As the first poster said, mayors who break the law and engage in racketeering should be prosecuted and jailed. Give the mayor and all of his frat brothers their orange jumpsuits. They can broker deals in prison with Fritos or whatever commodity is hot right now in the prison circuit. At least they'd be together to consipre.

 

This Needs To Stop

Oct 26, 2009

Corruption, collusion, bribery, blackmail, intimidation, threats, illegal hiring and firing, contract steering, kickbacks, vindictiveness, retaliation -- qualities of the mob AND DC government. Geesh ... stop giving Fenty excuses. Hold the accounability mayor accountable. Throw him and all of his henchmen and henchwomen out.

 

Oct 26, 2009

Funny how the very people who are trying to hold Fenty accountable are being sniped at in this article. Geesh!

 

Don't be fool

Oct 26, 2009

What about Office of Attorney General? They review all procurement contracts for legal sufficiency. What role did they play in circumventing the system.

 

Oct 26, 2009

EXACTLY! What did Papa Nickles do or not do? He was real quick to say some wrong had been done. LMBO at the Fritos!

 

Ex-Staffer

Oct 26, 2009

What everyone fails to realize (General Public) is that the people that are hired to conduct oversight (Councilmembers) have no experience in that role. They do not know what to look for when contracts and documents cross their desks. The best type of Councilmember is an attorney or accountant - someone that has the mindset to look into the facts. Cheh and Thomas did not know what a dais was when they were elected, they were opportunists who now are tasked with conducting oversight and don't have the first clue as how to do it - nor do they have anyone on staff. That's the problem.

 

Oct 26, 2009

@Ex-staffer: who can do oversight on everyone now that the problem has mushroomed? This drama has to stop.

 

Ex-Staffer

Oct 26, 2009

There are 13 members - they have the oversight. Uniformed residents vote in people that they like and not the most qualified. Take the last mayoral race - attorney that stole from his clients vs a well respected attorney/accountant. Residents new the facts on both sides, but they wanted a smile -- now look how they complain at every instance - he stole then, what makes you think he would change - The drama is not going to stop. Residents allowed him in office and he is going to take full advantage of the situation until you ask him to leave.

 

Oct 26, 2009

Thanks, Ex-Staffer. It's so hard to get reform because so many people are CROOKED and on the take. Could the Inspector General help?

 

hardtobelieve

Oct 27, 2009

Great article Jonetta,
Harry Thomas Chief of Staff Neil Rodgers, was Chief of Staff at DPR when many of the contracts with DCHA were initiated. There is no reason why Thomas could say he didn't know anything...Rodgers tells him everything..Well, Vince Gray said he doesn't know anything about the contracts - although- his own son Carlos Gray, is the project manager for the construction projects managed by DCHA.. hat a silly world...

 

Not an inch of truth

Oct 27, 2009

Janetta it was Councilmember Thomas's staff that found the contract discrepency.

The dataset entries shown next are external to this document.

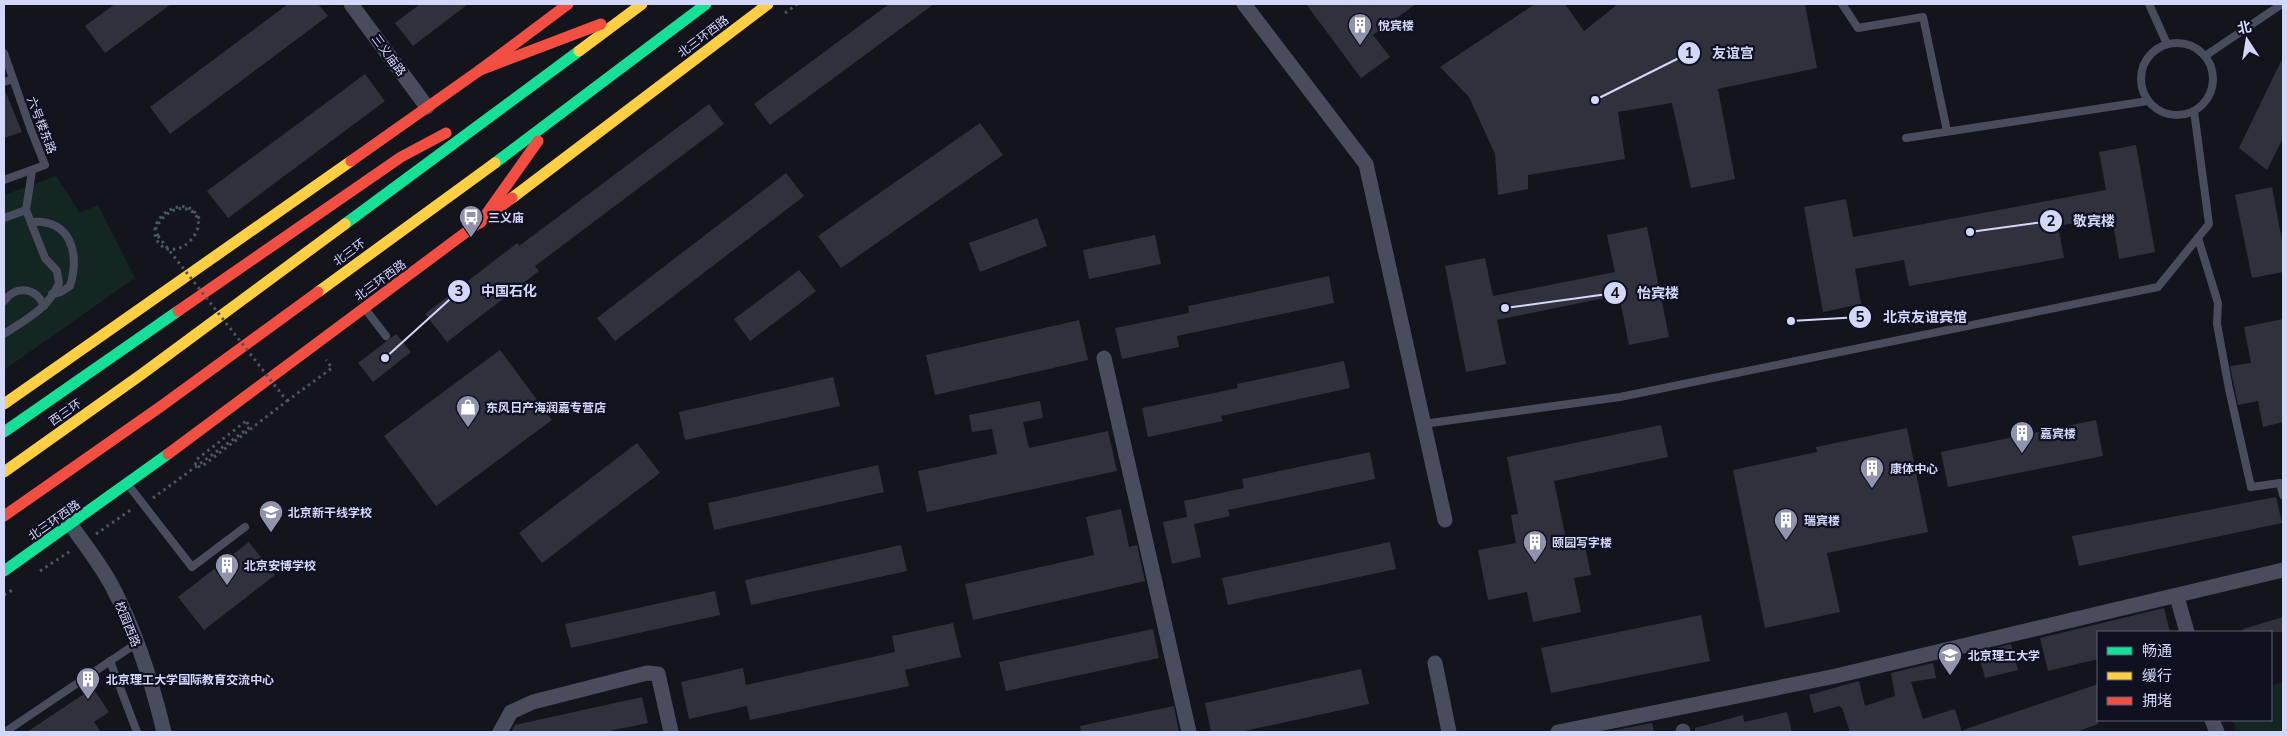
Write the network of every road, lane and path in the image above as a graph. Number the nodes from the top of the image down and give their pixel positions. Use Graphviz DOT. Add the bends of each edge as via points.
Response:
graph roads {
  1 [pos="351,4"];
  2 [pos="568,4"];
  3 [pos="642,4"];
  4 [pos="706,4"];
  5 [pos="768,4"];
  6 [pos="1244,4"];
  7 [pos="1842,4"];
  8 [pos="2149,4"];
  9 [pos="2282,4"];
  10 [pos="630,13"];
  11 [pos="2167,44"];
  12 [pos="4,52"];
  13 [pos="2205,56"];
  14 [pos="480,70"];
  15 [pos="13,79"];
  16 [pos="4,82"];
  17 [pos="525,92"];
  18 [pos="2148,101"];
  19 [pos="427,107"];
  20 [pos="2194,111"];
  21 [pos="551,122"];
  22 [pos="1947,131"];
  23 [pos="1906,138"];
  24 [pos="32,171"];
  25 [pos="4,180"];
  26 [pos="26,210"];
  27 [pos="4,218"];
  28 [pos="201,221"];
  29 [pos="31,222"];
  30 [pos="480,223"];
  31 [pos="2198,238"];
  32 [pos="52,294"];
  33 [pos="4,301"];
  34 [pos="44,306"];
  35 [pos="365,308"];
  36 [pos="5,333"];
  37 [pos="386,336"];
  38 [pos="333,355"];
  39 [pos="1104,358"];
  40 [pos="326,360"];
  41 [pos="319,366"];
  42 [pos="142,374"];
  43 [pos="282,393"];
  44 [pos="275,399"];
  45 [pos="287,401"];
  46 [pos="4,404"];
  47 [pos="253,415"];
  48 [pos="246,421"];
  49 [pos="1423,424"];
  50 [pos="4,432"];
  51 [pos="4,472"];
  52 [pos="128,484"];
  53 [pos="2283,496"];
  54 [pos="143,504"];
  55 [pos="4,516"];
  56 [pos="1444,520"];
  57 [pos="71,525"];
  58 [pos="245,527"];
  59 [pos="83,543"];
  60 [pos="2283,570"];
  61 [pos="4,571"];
  62 [pos="35,574"];
  63 [pos="20,585"];
  64 [pos="4,595"];
  65 [pos="2177,597"];
  66 [pos="2187,631"];
  67 [pos="137,643"];
  68 [pos="110,661"];
  69 [pos="1435,663"];
  70 [pos="5,732"];
  71 [pos="137,732"];
  72 [pos="164,732"];
  73 [pos="500,732"];
  74 [pos="671,732"];
  75 [pos="1189,732"];
  76 [pos="1449,732"];
  77 [pos="1558,732"];
  1 -- 19 [label="street, 三义庙路"];
  2 -- 14 [label="main road"];
  3 -- 10 [label="main road, 北三环"];
  4 -- 21 [label="main road, 北三环"];
  5 -- 30 [label="main road, 北三环西路"];
  6 -- 49 [label="street" via="1366,164"];
  7 -- 22 [label="lane" via="1858,28 1923,17"];
  8 -- 11 [label="lane"];
  9 -- 13 [label="lane"];
  10 -- 14 [label="main road"];
  10 -- 17 [label="main road, 北三环"];
  11 -- 13 [label="lane" via="2188,44"];
  11 -- 18 [label="lane" via="2150,55 2141,72 2143,92"];
  12 -- 15 [label="lane, 六号楼东路"];
  13 -- 20 [label="lane" via="2213,76 2212,86 2209,96"];
  14 -- 19 [label="main road"];
  15 -- 16 [label="lane"];
  15 -- 24 [label="lane, 六号楼东路" via="45,165"];
  17 -- 42 [label="main road, 北三环"];
  17 -- 50 [label="main road" via="401,157"];
  18 -- 20 [label="lane" via="2155,108 2174,115"];
  18 -- 22 [label="lane"];
  19 -- 46 [label="main road"];
  20 -- 31 [label="lane" via="2209,224"];
  21 -- 30 [label="main road"];
  21 -- 55 [label="main road, 北三环" via="160,407"];
  22 -- 23 [label="lane"];
  24 -- 25 [label="lane, 六号楼东路"];
  24 -- 26 [label="lane"];
  26 -- 27 [label="lane"];
  26 -- 29 [label="lane"];
  28 -- 45 [label="path, bridge" via="192,209 184,206 173,208 164,214 157,222 154,230 157,241 165,249 171,249 177,250 187,244 198,228 194,212 179,207 169,211 156,228 158,236 164,244 170,252 189,275"];
  29 -- 32 [label="lane" via="45,258 57,271 59,283"];
  29 -- 32 [label="lane" via="47,222 59,228 66,234 72,248 74,262 70,286"];
  30 -- 35 [label="main road, 北三环西路"];
  31 -- 49 [label="lane" via="2158,288 1620,397"];
  31 -- 53 [label="lane" via="2218,303 2217,324 2251,487 2280,483"];
  32 -- 34 [label="lane"];
  33 -- 34 [label="lane" via="17,292 33,292 41,297"];
  34 -- 36 [label="lane" via="27,321"];
  35 -- 37 [label="lane"];
  35 -- 52 [label="main road, 北三环西路"];
  38 -- 40 [label="path"];
  39 -- 75 [label="street"];
  40 -- 41 [label="path"];
  40 -- 45 [label="path" via="332,368"];
  42 -- 51 [label="main road, 西三环"];
  43 -- 44 [label="path"];
  45 -- 48 [label="path, bridge" via="201,467 195,466 196,460"];
  47 -- 48 [label="path"];
  48 -- 54 [label="path" via="250,427 162,494"];
  49 -- 56 [label="street"];
  52 -- 54 [label="lane"];
  52 -- 57 [label="main road, 北三环西路"];
  54 -- 58 [label="lane" via="192,567"];
  54 -- 59 [label="path"];
  57 -- 59 [label="street, 校园西路"];
  57 -- 61 [label="main road, 北三环西路"];
  59 -- 62 [label="path"];
  59 -- 67 [label="street, 校园西路" via="111,585"];
  60 -- 65 [label="street"];
  63 -- 64 [label="path"];
  65 -- 66 [label="street"];
  65 -- 77 [label="street" via="1836,676"];
  67 -- 68 [label="lane"];
  67 -- 72 [label="street, 校园西路"];
  68 -- 70 [label="lane"];
  68 -- 71 [label="lane"];
  69 -- 76 [label="street"];
  73 -- 74 [label="street" via="511,712 533,702 647,673 658,674"];
}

Your paper is as valuable as fish wrap.

 

apoxonboththeirhouses

Oct 27, 2009

Jonetta's right that the Council as well as the Mayor is to blame for this situation. That doesn't mean that the Mayor should be let off the hook -- only that the Council better do something more than express shock and disbelief if it wants to redeem itself.

 

Sally Kuks

Oct 27, 2009

One thing about Ms. Barras: she is an equal opportunity basher. Unlike the Post, Times, Kojo Naamdi, Sherwood, Plotkin, Current, Loose Lips, etc; she doesn't seem to have any biases - one way or the other, or seems concerned about holding on to her job by being non-controversial or wishy-washy centrist or moderate (which is what all the others are). There are very few of her type left anymore in local, national or world affairs reporting. The public genuflects.